***** Dataset records *****

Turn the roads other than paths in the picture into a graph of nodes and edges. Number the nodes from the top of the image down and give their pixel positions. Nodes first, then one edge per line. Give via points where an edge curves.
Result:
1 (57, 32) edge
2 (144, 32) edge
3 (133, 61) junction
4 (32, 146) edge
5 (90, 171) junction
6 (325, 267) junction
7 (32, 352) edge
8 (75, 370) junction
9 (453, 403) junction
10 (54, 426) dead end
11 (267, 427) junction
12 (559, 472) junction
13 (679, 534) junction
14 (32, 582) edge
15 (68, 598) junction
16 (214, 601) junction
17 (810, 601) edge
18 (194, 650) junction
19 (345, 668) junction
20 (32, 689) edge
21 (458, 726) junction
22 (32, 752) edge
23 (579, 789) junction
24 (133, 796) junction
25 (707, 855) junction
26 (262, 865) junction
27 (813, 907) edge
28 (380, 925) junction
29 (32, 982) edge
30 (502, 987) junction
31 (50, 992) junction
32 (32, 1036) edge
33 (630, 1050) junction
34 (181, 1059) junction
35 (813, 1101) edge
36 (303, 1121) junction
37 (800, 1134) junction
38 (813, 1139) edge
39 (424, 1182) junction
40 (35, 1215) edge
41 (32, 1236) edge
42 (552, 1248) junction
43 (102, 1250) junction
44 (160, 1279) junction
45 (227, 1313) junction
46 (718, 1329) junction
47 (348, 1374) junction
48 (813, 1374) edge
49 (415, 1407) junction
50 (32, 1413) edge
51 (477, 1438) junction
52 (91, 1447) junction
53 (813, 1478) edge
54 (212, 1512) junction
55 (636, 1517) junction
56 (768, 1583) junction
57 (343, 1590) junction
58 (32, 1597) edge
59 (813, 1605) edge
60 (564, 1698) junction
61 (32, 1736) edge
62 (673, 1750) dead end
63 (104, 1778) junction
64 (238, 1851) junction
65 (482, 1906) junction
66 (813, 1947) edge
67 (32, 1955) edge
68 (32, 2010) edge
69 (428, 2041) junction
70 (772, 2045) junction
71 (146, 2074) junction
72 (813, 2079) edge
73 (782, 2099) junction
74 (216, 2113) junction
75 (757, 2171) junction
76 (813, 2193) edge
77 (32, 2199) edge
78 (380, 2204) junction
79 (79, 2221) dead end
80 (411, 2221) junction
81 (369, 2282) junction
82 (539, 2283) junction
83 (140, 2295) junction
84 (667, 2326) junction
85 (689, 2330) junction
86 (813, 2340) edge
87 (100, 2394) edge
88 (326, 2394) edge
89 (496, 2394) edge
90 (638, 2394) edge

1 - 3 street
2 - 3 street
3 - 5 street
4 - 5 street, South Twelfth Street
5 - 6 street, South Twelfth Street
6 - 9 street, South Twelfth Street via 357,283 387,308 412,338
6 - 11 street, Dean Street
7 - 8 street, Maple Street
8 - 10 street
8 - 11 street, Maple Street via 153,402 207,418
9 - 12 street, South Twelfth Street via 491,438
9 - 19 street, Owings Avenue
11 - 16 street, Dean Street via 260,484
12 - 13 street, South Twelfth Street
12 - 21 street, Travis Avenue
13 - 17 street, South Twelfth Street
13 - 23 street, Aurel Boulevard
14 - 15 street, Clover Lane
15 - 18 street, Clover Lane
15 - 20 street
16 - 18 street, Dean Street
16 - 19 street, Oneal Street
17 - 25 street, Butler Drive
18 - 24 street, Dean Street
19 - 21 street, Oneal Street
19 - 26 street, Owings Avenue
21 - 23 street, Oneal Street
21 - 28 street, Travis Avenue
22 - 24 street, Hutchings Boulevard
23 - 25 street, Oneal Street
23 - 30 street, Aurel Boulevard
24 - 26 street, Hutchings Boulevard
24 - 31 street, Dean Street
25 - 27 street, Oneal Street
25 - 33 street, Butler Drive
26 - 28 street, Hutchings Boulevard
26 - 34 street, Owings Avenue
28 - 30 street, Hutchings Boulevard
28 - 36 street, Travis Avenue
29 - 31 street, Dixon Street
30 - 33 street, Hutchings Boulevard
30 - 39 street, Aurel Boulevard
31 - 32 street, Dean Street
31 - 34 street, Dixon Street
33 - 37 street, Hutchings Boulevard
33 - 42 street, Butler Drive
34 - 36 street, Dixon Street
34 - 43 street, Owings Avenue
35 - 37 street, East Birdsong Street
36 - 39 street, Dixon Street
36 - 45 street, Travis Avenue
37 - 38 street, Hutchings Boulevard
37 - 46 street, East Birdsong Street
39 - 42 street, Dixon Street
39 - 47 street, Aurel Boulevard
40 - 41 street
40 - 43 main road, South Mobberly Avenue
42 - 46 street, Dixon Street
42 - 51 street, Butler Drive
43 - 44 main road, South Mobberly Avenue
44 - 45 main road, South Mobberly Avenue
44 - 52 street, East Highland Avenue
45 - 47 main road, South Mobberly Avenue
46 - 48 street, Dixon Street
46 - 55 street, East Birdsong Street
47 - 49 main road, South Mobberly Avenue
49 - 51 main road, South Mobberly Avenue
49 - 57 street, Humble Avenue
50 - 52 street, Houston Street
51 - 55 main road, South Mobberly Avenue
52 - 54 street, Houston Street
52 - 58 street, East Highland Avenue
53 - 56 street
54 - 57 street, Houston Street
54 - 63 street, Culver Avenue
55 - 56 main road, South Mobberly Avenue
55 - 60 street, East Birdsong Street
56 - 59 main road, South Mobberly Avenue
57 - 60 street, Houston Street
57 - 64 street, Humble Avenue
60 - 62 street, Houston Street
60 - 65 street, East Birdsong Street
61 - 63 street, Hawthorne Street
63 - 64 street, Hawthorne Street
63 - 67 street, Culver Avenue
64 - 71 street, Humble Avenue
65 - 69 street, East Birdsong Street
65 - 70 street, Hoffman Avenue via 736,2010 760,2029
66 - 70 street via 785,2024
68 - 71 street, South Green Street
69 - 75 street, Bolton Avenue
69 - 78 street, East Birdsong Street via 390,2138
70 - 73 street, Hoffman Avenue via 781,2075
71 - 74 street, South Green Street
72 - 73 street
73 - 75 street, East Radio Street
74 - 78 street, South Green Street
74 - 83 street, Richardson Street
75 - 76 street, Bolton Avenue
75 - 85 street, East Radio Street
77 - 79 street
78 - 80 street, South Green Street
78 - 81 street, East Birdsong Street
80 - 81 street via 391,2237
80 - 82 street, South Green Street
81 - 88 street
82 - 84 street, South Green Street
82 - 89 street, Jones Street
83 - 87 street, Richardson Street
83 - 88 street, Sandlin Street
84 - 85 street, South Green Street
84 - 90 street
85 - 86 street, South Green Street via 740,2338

*****

● **Required action**: Reproduce the data above exactly, leaving nothing out.

● **Output of the exercise**:
Turn the roads other than paths in the picture into a graph of nodes and edges. Number the nodes from the top of the image down and give their pixel positions. Nodes first, then one edge per line. Give via points where an edge curves.
Result:
1 (57, 32) edge
2 (144, 32) edge
3 (133, 61) junction
4 (32, 146) edge
5 (90, 171) junction
6 (325, 267) junction
7 (32, 352) edge
8 (75, 370) junction
9 (453, 403) junction
10 (54, 426) dead end
11 (267, 427) junction
12 (559, 472) junction
13 (679, 534) junction
14 (32, 582) edge
15 (68, 598) junction
16 (214, 601) junction
17 (810, 601) edge
18 (194, 650) junction
19 (345, 668) junction
20 (32, 689) edge
21 (458, 726) junction
22 (32, 752) edge
23 (579, 789) junction
24 (133, 796) junction
25 (707, 855) junction
26 (262, 865) junction
27 (813, 907) edge
28 (380, 925) junction
29 (32, 982) edge
30 (502, 987) junction
31 (50, 992) junction
32 (32, 1036) edge
33 (630, 1050) junction
34 (181, 1059) junction
35 (813, 1101) edge
36 (303, 1121) junction
37 (800, 1134) junction
38 (813, 1139) edge
39 (424, 1182) junction
40 (35, 1215) edge
41 (32, 1236) edge
42 (552, 1248) junction
43 (102, 1250) junction
44 (160, 1279) junction
45 (227, 1313) junction
46 (718, 1329) junction
47 (348, 1374) junction
48 (813, 1374) edge
49 (415, 1407) junction
50 (32, 1413) edge
51 (477, 1438) junction
52 (91, 1447) junction
53 (813, 1478) edge
54 (212, 1512) junction
55 (636, 1517) junction
56 (768, 1583) junction
57 (343, 1590) junction
58 (32, 1597) edge
59 (813, 1605) edge
60 (564, 1698) junction
61 (32, 1736) edge
62 (673, 1750) dead end
63 (104, 1778) junction
64 (238, 1851) junction
65 (482, 1906) junction
66 (813, 1947) edge
67 (32, 1955) edge
68 (32, 2010) edge
69 (428, 2041) junction
70 (772, 2045) junction
71 (146, 2074) junction
72 (813, 2079) edge
73 (782, 2099) junction
74 (216, 2113) junction
75 (757, 2171) junction
76 (813, 2193) edge
77 (32, 2199) edge
78 (380, 2204) junction
79 (79, 2221) dead end
80 (411, 2221) junction
81 (369, 2282) junction
82 (539, 2283) junction
83 (140, 2295) junction
84 (667, 2326) junction
85 (689, 2330) junction
86 (813, 2340) edge
87 (100, 2394) edge
88 (326, 2394) edge
89 (496, 2394) edge
90 (638, 2394) edge

1 - 3 street
2 - 3 street
3 - 5 street
4 - 5 street, South Twelfth Street
5 - 6 street, South Twelfth Street
6 - 9 street, South Twelfth Street via 357,283 387,308 412,338
6 - 11 street, Dean Street
7 - 8 street, Maple Street
8 - 10 street
8 - 11 street, Maple Street via 153,402 207,418
9 - 12 street, South Twelfth Street via 491,438
9 - 19 street, Owings Avenue
11 - 16 street, Dean Street via 260,484
12 - 13 street, South Twelfth Street
12 - 21 street, Travis Avenue
13 - 17 street, South Twelfth Street
13 - 23 street, Aurel Boulevard
14 - 15 street, Clover Lane
15 - 18 street, Clover Lane
15 - 20 street
16 - 18 street, Dean Street
16 - 19 street, Oneal Street
17 - 25 street, Butler Drive
18 - 24 street, Dean Street
19 - 21 street, Oneal Street
19 - 26 street, Owings Avenue
21 - 23 street, Oneal Street
21 - 28 street, Travis Avenue
22 - 24 street, Hutchings Boulevard
23 - 25 street, Oneal Street
23 - 30 street, Aurel Boulevard
24 - 26 street, Hutchings Boulevard
24 - 31 street, Dean Street
25 - 27 street, Oneal Street
25 - 33 street, Butler Drive
26 - 28 street, Hutchings Boulevard
26 - 34 street, Owings Avenue
28 - 30 street, Hutchings Boulevard
28 - 36 street, Travis Avenue
29 - 31 street, Dixon Street
30 - 33 street, Hutchings Boulevard
30 - 39 street, Aurel Boulevard
31 - 32 street, Dean Street
31 - 34 street, Dixon Street
33 - 37 street, Hutchings Boulevard
33 - 42 street, Butler Drive
34 - 36 street, Dixon Street
34 - 43 street, Owings Avenue
35 - 37 street, East Birdsong Street
36 - 39 street, Dixon Street
36 - 45 street, Travis Avenue
37 - 38 street, Hutchings Boulevard
37 - 46 street, East Birdsong Street
39 - 42 street, Dixon Street
39 - 47 street, Aurel Boulevard
40 - 41 street
40 - 43 main road, South Mobberly Avenue
42 - 46 street, Dixon Street
42 - 51 street, Butler Drive
43 - 44 main road, South Mobberly Avenue
44 - 45 main road, South Mobberly Avenue
44 - 52 street, East Highland Avenue
45 - 47 main road, South Mobberly Avenue
46 - 48 street, Dixon Street
46 - 55 street, East Birdsong Street
47 - 49 main road, South Mobberly Avenue
49 - 51 main road, South Mobberly Avenue
49 - 57 street, Humble Avenue
50 - 52 street, Houston Street
51 - 55 main road, South Mobberly Avenue
52 - 54 street, Houston Street
52 - 58 street, East Highland Avenue
53 - 56 street
54 - 57 street, Houston Street
54 - 63 street, Culver Avenue
55 - 56 main road, South Mobberly Avenue
55 - 60 street, East Birdsong Street
56 - 59 main road, South Mobberly Avenue
57 - 60 street, Houston Street
57 - 64 street, Humble Avenue
60 - 62 street, Houston Street
60 - 65 street, East Birdsong Street
61 - 63 street, Hawthorne Street
63 - 64 street, Hawthorne Street
63 - 67 street, Culver Avenue
64 - 71 street, Humble Avenue
65 - 69 street, East Birdsong Street
65 - 70 street, Hoffman Avenue via 736,2010 760,2029
66 - 70 street via 785,2024
68 - 71 street, South Green Street
69 - 75 street, Bolton Avenue
69 - 78 street, East Birdsong Street via 390,2138
70 - 73 street, Hoffman Avenue via 781,2075
71 - 74 street, South Green Street
72 - 73 street
73 - 75 street, East Radio Street
74 - 78 street, South Green Street
74 - 83 street, Richardson Street
75 - 76 street, Bolton Avenue
75 - 85 street, East Radio Street
77 - 79 street
78 - 80 street, South Green Street
78 - 81 street, East Birdsong Street
80 - 81 street via 391,2237
80 - 82 street, South Green Street
81 - 88 street
82 - 84 street, South Green Street
82 - 89 street, Jones Street
83 - 87 street, Richardson Street
83 - 88 street, Sandlin Street
84 - 85 street, South Green Street
84 - 90 street
85 - 86 street, South Green Street via 740,2338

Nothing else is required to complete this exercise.